Add an integer to integer hash function #1

sjackman opened this issue Dec 21, 2018 · 14 comments
Labels
help wanted Extra attention is needed new functionality New feature or request
Milestone

Comments

@sjackman
Copy link

sjackman commented Dec 21, 2018

I like the idea of this library very much! Great idea!

Could you please add this invertible integer to integer hash function?
See https://gist.githubusercontent.com/lh3/974ced188be2f90422cc/raw/55fbbb63e489328fd9d1641897954ca997b65951/inthash.c
and https://gist.github.com/lh3/59882d6b96166dfc3d8d

A minor nit. dna4_hash is a bit of a misnomer. Calling something a hash function usually implies that the resulting numbers are roughly distributed uniformly, even when the input data is not distributed uniformly. See https://en.wikipedia.org/wiki/Avalanche_effect. I'd be inclined to call this function dna4_pack64, that is, pack an alphabet of four nucleotides into 64 bits. That integer can then be put through the above integer to integer hash function to produce a uniformly distributed hash value.

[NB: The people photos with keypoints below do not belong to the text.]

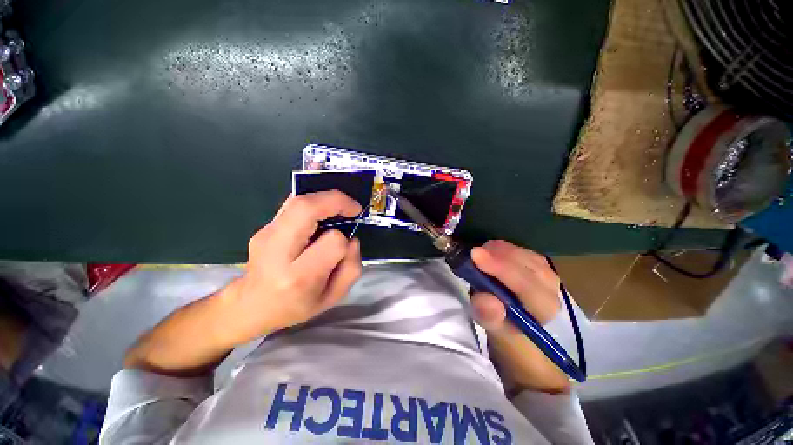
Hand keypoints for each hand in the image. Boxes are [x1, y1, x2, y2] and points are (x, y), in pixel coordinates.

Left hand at [124, 191, 363, 375]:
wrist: (251, 305)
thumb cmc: (296, 306)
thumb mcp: (332, 297)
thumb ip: (351, 268)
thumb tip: (352, 239)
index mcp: (299, 276)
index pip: (333, 242)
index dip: (345, 240)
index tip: (349, 242)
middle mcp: (278, 251)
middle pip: (306, 208)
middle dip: (336, 201)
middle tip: (352, 208)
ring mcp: (266, 235)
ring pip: (298, 201)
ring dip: (325, 198)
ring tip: (340, 208)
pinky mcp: (265, 227)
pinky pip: (293, 205)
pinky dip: (314, 202)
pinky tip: (322, 212)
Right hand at [469, 240, 570, 393]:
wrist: (516, 322)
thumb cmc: (506, 329)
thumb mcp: (495, 330)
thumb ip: (490, 318)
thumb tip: (485, 300)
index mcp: (544, 308)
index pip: (525, 284)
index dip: (500, 268)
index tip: (475, 255)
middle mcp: (551, 287)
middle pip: (525, 263)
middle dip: (496, 255)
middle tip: (471, 253)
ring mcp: (546, 271)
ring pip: (521, 252)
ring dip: (497, 251)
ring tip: (478, 255)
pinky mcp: (537, 262)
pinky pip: (518, 248)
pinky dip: (500, 248)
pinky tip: (489, 253)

When computing minimizers for example (as with minimap2), the result of the current dna4_hash would be a suboptimal choice for a minimizer, since it would preferentially select polyA k-mers. Mixing the bits with Thomas Wang's integer hash function produces good hash values for minimizers.

Cheers!
Shaun

@sjackman sjackman changed the title Add a integer to integer hash function Add an integer to integer hash function [feature request] Dec 21, 2018
@kloetzl kloetzl added the new functionality New feature or request label Dec 21, 2018
@kloetzl
Copy link
Owner

kloetzl commented Dec 21, 2018

I really like the idea of renaming dna4_hash to dna4_pack. Along with this, one could then provide a function dna4_unpack as the reverse operation.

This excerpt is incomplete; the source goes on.